Se tutti noi ci chiediamo se stiamo lavorando di più, la risposta è senza dubbio sì! Non è una semplice sensazione, ma sono i numeri a confermarlo.
Il lavoro a distanza, nella cultura anglosassone, era già consolidato per diversi motivi, dovuti essenzialmente alla globalità storica di molte aziende con sedi distribuite in più parti del mondo e a diversi fusi orari. Qui, spesso, le video conferenze sono condite dalle lamentele di chi è più svantaggiato dalla distanza temporale con la casa madre, anche perché persiste la cultura di un limite al rapporto umano diretto, dove è perfino normale essere licenziati per telefono.
I risultati di una recente indagine condotta da One Poll per conto di Citrix Systems, in questo periodo dettato dallo smart working, confermano che in Italia solo poco più del 20% del campione intervistato ha dichiarato di aver lavorato precedentemente da casa per almeno una volta a settimana. Questo indicatore sale spostandoci a nord dell’Europa, diventando il 26% in Francia, il 42% in Germania ed il 46% nel Regno Unito, concludendo che per molti ma non per tutti lo smart working rappresenti una ‘’normalità moderna’’.

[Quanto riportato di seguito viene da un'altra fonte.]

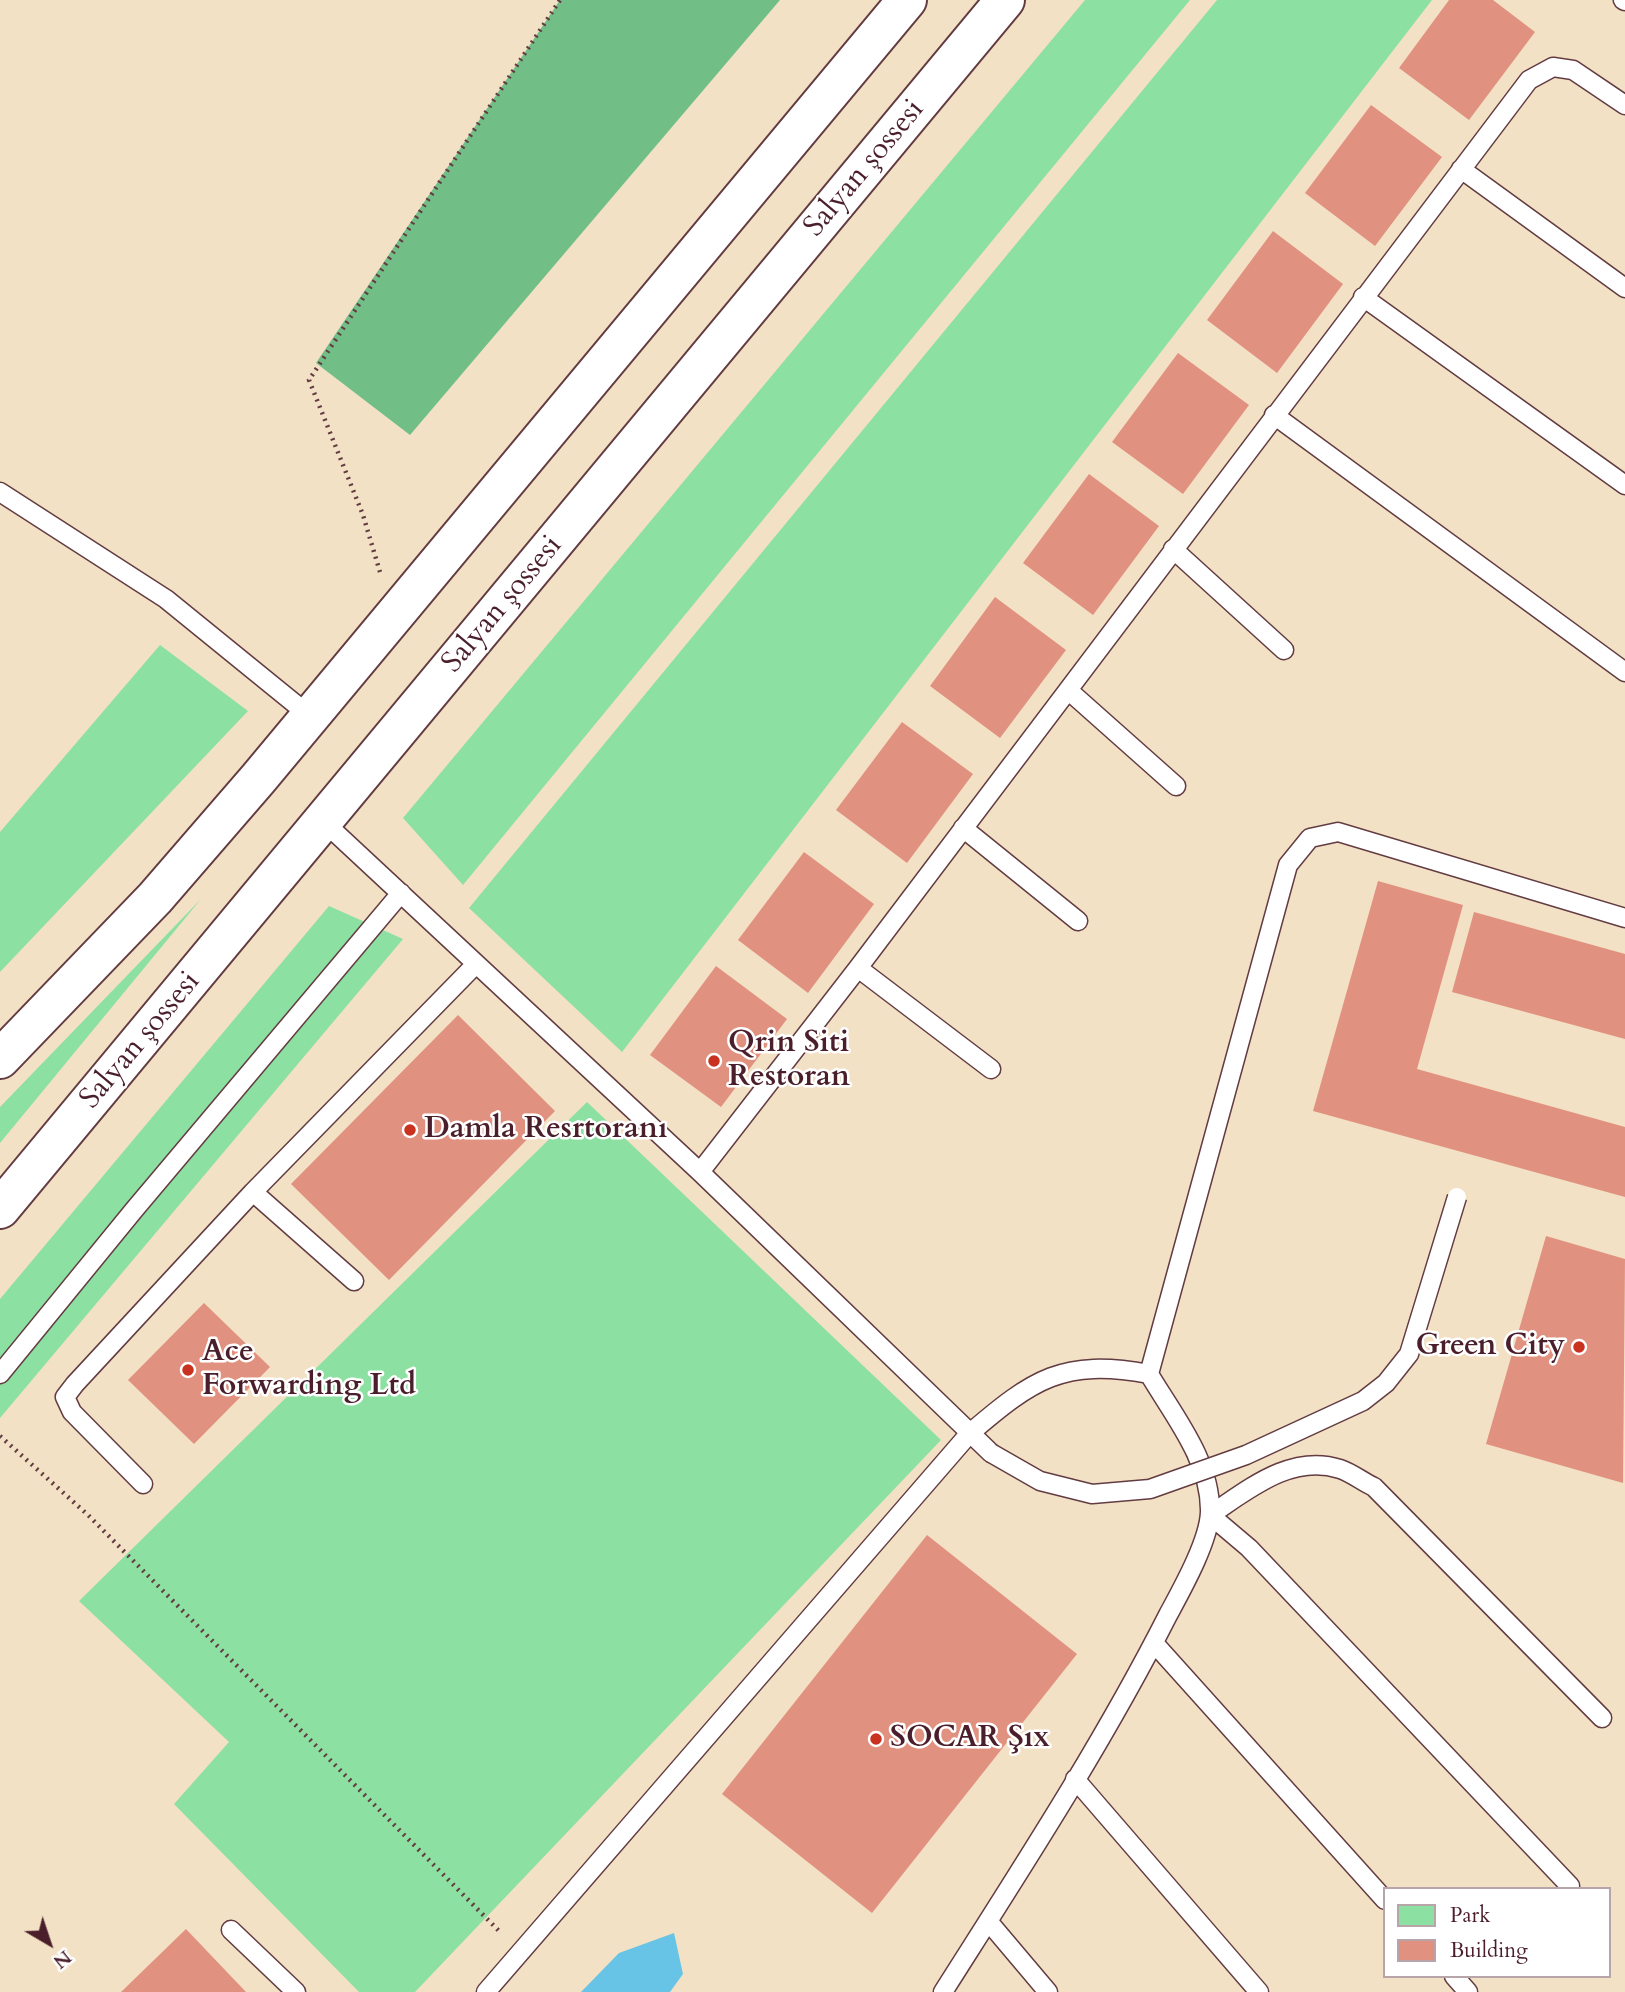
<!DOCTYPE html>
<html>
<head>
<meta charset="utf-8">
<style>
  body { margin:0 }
  #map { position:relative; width:1625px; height:1992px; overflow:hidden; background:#f3e1c5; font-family:Cardo,serif }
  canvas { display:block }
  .legend { position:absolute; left:1383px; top:1887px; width:228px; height:91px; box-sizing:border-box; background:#fff; border:2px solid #b7a5aa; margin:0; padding:9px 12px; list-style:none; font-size:21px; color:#4a1f2b }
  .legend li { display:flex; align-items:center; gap:14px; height:35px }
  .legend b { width:35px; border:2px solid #b7a5aa }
  .north { position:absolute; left:14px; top:1908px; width:70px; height:70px; -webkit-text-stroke:5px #fff; paint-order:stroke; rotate:141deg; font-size:19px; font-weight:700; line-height:28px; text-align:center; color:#4a1f2b }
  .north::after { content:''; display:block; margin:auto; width:24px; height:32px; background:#4a1f2b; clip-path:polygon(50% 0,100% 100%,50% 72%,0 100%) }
</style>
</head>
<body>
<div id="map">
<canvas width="1625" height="1992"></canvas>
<ul class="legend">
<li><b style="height:19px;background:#8ce0a1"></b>Park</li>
<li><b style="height:19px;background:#e1917f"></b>Building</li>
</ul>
<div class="north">N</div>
</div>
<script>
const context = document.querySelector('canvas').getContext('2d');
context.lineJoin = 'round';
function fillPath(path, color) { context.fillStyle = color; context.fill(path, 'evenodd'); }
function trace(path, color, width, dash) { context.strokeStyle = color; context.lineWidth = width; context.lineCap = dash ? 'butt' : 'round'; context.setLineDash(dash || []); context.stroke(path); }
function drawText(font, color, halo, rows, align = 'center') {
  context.font = font + ' Cardo,serif'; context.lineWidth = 5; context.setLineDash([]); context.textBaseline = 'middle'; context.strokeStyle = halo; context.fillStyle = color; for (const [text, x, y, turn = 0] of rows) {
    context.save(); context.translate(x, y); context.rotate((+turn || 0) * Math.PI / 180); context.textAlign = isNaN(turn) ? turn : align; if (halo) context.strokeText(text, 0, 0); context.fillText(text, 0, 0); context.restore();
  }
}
fillPath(new Path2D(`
  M1085,0H1190L463,885L403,818Z
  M1217,0H1432L622,1052L469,908Z
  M160,645L248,711L0,972V832Z
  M201,899L0,1143V1107Z
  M329,906L403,939L0,1418V1299Z
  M587,1102L941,1440L415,1992H359L174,1804L229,1742L79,1601Z`), '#8ce0a1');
fillPath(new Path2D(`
  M560,0H780L410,435L316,363Z`), '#71be87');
fillPath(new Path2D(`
  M674,1933L683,1974L670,1992H581L619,1953Z`), '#68c4e6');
fillPath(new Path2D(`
  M1449,0H1493L1535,32L1469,120L1399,68Z
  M1371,105L1442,157L1375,246L1305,193Z
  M1273,231L1343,284L1277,373L1207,320Z
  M1178,353L1249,405L1183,494L1112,442Z
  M1089,474L1159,526L1093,615L1023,563Z
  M995,597L1066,650L1000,738L930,686Z
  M902,722L973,774L907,863L836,810Z
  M804,852L874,904L808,993L738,940Z
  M1378,881L1463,905L1417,1069L1625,1127V1197L1313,1111Z
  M1474,912L1625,954V1039L1452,992Z
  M716,966L787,1019L721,1107L650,1055Z
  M458,1015L555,1111L389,1280L291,1184Z
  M1546,1236L1625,1259L1623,1483L1486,1444Z
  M204,1303L270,1367L194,1444L128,1380Z
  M927,1535L1077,1654L872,1913L722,1794Z
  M186,1929L246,1992H121Z`), '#e1917f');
const lane = new Path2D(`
  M1623,0L1625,1
  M1461,169L1625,288
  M1363,297L1625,485
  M1274,415L1625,672
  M0,492L166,599L310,716
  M1173,549L1284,650
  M1068,690L1176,786
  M324,822L700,1172L991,1453
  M963,828L1078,921
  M858,968L991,1069
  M700,1172L858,968L1529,80L1553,67L1573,70L1625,105
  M253,1192L354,1281
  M0,1374L134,1210L401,893
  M143,1484L72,1412L65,1397L75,1384L253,1192L476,964
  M1154,1643L1385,1900
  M1075,1779L1259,1992
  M1570,1886L1249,1548L1210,1515C1248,1490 1291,1453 1340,1469C1352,1473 1363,1482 1374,1487L1602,1718
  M988,1921L1048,1992
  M231,1930L296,1992
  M1454,1976L1468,1992
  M486,1992L969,1434C1033,1379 1063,1358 1149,1374
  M943,1992C1021,1869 1102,1745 1168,1615C1182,1589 1209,1541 1210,1512C1211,1461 1174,1416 1149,1374L1288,865L1310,838L1338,832L1625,918`);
const highway = new Path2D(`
  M0,1059L155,898L258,779L907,0
  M0,1209L1005,0`);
trace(lane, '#633c42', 21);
trace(highway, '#633c42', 42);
trace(new Path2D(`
  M380,572L363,515L309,380L560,0
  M0,1436L88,1515L500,1932`), '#633c42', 4.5, [2, 5]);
trace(lane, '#fff', 18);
trace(highway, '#fff', 38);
const laneBridge = new Path2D(`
  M991,1453L1040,1481L1092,1494L1150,1489L1246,1455L1363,1401L1386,1383L1409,1354L1457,1197`);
trace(laneBridge, '#633c42', 21, []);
trace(laneBridge, '#fff', 18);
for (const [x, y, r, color] of [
  [714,1061,7,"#c8321e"],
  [410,1130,7,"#c8321e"],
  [1579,1347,7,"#c8321e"],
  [188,1370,7,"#c8321e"],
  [876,1739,7,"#c8321e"]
]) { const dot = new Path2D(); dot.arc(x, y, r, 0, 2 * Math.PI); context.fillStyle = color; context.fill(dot); trace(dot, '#fff', 2.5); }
drawText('30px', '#4a1f2b', '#fff', [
  ["Salyan şossesi",865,169,-50],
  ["Salyan şossesi",503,605,-50],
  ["Salyan şossesi",141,1041,-50]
]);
drawText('bold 30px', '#4a1f2b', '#fff', [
  ["Qrin Siti",728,1044],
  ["Restoran",728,1078],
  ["Damla Resrtoranı",424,1130],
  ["Green City",1565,1347,"right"],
  ["Ace",202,1353],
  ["Forwarding Ltd",202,1387],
  ["SOCAR Şıx",890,1739]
], 'left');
</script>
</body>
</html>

Lo stesso campione intervistato da una parte evidenzia una disomogeneità di riscontro nel confronto tra abitudini pregresse e nuovo stile di vita, dall’altra risponde invece con indici omogenei, quando si chiede agli appartenenti al cluster se hanno consapevolezza di lavorare di più. La loro risposta è affermativa per percentuali che restano tra il 70% e 80%, differentemente per i paesi di riferimento.
Il lavoro da casa aumenta il livello di challenge, ci si sente maggiormente responsabili per lo svolgimento di un lavoro a 360° di cui poi dovremo rendere conto in diretta, attivando la possibilità di presentare mentre tutti ci guardano e ci sentono. Dobbiamo acquisire doti comunicative differenti, presentando con messaggi chiari e di impatto, evitando che chi ci ascolta cominci a guardare le sue mail o le sue chat perché annoiato dalla nostra esposizione.

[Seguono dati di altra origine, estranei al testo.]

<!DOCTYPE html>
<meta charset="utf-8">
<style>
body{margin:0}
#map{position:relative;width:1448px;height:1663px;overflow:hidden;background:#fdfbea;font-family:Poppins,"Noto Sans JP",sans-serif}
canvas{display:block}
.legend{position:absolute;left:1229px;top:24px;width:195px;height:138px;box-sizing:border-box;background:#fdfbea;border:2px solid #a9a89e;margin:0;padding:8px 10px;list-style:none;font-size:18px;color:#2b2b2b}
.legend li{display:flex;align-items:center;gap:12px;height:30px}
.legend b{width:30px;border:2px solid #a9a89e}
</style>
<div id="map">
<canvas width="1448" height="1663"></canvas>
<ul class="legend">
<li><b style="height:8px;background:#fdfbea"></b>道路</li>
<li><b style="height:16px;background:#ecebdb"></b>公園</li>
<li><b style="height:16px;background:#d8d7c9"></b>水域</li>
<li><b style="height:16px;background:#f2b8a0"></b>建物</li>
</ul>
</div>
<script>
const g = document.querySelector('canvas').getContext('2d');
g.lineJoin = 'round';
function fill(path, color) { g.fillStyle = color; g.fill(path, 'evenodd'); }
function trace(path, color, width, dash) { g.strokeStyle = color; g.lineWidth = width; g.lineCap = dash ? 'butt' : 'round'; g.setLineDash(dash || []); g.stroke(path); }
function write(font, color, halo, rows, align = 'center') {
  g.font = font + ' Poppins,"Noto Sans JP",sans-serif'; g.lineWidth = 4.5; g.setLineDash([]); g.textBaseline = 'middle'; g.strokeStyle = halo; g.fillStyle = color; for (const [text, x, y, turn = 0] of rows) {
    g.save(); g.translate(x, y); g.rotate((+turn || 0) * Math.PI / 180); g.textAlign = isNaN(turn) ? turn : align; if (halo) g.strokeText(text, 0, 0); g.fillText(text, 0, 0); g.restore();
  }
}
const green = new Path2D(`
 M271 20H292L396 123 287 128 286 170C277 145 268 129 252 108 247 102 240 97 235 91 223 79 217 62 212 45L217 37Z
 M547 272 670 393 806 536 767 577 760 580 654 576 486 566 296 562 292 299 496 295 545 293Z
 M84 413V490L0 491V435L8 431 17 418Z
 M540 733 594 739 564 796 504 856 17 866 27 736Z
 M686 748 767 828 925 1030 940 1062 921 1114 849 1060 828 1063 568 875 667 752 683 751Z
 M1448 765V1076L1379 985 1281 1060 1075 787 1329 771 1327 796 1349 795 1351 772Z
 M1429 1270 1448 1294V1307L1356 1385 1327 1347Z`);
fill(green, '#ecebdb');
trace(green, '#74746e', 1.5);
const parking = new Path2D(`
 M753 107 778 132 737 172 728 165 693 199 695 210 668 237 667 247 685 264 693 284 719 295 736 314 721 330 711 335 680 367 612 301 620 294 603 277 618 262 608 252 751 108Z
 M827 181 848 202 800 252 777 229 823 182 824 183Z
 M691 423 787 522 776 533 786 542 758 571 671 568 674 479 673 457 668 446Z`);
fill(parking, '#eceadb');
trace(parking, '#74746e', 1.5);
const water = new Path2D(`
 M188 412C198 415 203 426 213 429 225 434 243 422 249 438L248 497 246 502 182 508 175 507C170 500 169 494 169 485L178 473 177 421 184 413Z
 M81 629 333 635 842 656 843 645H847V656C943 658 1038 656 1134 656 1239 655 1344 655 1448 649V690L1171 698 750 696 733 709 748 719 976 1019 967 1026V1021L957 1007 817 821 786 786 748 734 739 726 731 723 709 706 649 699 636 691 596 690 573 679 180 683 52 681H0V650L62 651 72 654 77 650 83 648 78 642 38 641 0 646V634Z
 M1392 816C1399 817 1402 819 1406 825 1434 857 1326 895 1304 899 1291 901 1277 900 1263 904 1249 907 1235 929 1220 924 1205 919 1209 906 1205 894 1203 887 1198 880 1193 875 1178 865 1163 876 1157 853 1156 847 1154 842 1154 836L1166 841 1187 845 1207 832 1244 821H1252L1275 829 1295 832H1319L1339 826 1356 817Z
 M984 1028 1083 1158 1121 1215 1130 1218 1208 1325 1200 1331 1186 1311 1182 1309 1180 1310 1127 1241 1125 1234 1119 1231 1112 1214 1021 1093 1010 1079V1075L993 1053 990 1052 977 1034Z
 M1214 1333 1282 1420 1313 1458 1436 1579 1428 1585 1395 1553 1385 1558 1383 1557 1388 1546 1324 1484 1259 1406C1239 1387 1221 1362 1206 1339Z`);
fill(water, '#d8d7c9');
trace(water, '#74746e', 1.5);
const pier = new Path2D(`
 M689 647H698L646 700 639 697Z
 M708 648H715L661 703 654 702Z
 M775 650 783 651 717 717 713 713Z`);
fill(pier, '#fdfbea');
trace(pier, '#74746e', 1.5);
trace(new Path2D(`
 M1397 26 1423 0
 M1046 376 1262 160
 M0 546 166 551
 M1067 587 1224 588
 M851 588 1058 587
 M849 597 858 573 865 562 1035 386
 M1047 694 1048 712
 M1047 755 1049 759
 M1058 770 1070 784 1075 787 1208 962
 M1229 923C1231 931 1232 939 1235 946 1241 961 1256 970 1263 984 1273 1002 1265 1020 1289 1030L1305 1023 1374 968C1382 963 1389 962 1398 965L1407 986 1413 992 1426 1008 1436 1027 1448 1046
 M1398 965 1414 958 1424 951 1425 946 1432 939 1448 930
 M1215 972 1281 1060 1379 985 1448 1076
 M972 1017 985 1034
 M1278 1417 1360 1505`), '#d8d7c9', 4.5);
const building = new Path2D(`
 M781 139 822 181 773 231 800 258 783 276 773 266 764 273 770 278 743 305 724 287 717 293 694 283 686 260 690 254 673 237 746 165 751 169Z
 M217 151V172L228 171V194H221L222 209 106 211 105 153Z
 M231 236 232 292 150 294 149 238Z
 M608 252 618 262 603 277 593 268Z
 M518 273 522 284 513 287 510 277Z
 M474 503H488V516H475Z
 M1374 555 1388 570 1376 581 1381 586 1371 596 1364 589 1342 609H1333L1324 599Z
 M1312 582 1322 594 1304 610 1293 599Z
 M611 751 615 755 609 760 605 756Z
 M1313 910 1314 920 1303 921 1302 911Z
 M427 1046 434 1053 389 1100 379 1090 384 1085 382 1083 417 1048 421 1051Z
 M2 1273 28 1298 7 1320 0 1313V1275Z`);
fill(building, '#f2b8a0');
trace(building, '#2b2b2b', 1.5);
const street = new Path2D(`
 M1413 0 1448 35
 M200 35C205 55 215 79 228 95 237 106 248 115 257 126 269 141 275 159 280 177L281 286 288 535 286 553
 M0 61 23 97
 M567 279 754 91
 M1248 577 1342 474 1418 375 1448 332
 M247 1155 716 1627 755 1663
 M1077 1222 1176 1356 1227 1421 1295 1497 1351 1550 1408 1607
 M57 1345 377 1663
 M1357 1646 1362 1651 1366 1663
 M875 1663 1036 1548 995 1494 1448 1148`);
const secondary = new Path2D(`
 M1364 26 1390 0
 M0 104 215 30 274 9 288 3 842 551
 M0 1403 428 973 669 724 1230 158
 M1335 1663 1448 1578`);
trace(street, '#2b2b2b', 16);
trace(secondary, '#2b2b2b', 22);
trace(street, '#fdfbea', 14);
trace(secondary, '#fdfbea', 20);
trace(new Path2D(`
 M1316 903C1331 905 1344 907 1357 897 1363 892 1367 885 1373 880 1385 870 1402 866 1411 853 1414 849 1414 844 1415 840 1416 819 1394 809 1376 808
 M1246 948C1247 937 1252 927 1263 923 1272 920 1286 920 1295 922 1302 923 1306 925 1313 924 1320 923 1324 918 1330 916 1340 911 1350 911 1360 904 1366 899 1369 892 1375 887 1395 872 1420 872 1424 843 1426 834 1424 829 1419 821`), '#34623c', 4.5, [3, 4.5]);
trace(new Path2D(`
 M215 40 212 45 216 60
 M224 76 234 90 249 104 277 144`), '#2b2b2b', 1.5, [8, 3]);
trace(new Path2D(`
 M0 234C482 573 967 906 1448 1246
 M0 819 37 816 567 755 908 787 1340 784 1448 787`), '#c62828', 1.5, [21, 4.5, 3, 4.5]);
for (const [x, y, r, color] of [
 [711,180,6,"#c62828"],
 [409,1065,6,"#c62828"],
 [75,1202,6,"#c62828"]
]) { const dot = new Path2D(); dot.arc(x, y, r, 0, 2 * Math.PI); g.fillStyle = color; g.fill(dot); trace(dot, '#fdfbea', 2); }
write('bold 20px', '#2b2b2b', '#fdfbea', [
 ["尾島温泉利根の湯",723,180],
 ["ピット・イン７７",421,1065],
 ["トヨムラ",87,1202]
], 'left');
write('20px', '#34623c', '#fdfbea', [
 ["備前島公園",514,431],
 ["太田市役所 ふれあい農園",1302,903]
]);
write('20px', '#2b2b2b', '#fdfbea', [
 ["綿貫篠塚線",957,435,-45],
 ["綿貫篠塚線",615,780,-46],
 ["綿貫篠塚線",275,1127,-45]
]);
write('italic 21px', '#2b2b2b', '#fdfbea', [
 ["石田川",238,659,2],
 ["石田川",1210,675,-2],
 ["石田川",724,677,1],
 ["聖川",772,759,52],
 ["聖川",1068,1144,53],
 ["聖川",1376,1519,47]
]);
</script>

Ci supporterà allora la conoscenza del body language guardando i nostri interlocutori mentre parliamo, magari cliccando alternativamente sulle loro icone per vedere se sono attenti a quello che diciamo e restando pronti a cambiare registro espositivo nel momento in cui li vediamo volgere lo sguardo altrove.
Non soffriremo più il micro management che spesso i nostri capi ci impongono, raccontandoci un solo pezzetto dell’intero progetto, perché potremo essere noi stessi a gestire l’intero e non la partizione, avendo meno interscambi intermedi tra l’assegnazione del task e la consegna.
La positività dello smart working non deve però metterlo al di sopra di tutto quello che di buono abbiamo fatto condividendo lo stesso ufficio, mangiando assieme in mensa e prendendoci in giro per i corridoi o in una cena di lavoro, ma che poi aiuta di più a conoscerci personalmente.
Ragionando per metafore, ascoltare dischi è bellissimo e lo possiamo fare comodamente a casa nostra, ma vivere un concerto ci mette nel corpo e nella mente le sensazioni legate ai modelli interpretativi, rendendoci indietro l’apprendimento dei comportamenti collettivi.
Se è vero che oggi siamo circa 9 milioni a lavorare in casa, siamo concentrati nelle micro soluzioni, utili per un cambiamento cosi violento ed esogeno, ma limitanti nella conoscenza collettiva del futuro, virtù che produce competizione.
L’innovazione si ottiene stando assieme, discutendo ed instaurando un apprendimento collettivo che porti l’individuo singolo a competere con gli altri per prevalere, facendo meglio ed alzando l’asticella del risultato finale.
La creatività può nascere attraverso un’incubazione solitaria dell’idea, ma il suo perfezionamento e la sua realizzazione possono accadere solo stando assieme, lavorando in un’azienda dove nessuno si aspetta che la concretizzazione di quella idea cambierà il mondo. Tranne chi ha creduto che l’impensabile fosse possibile.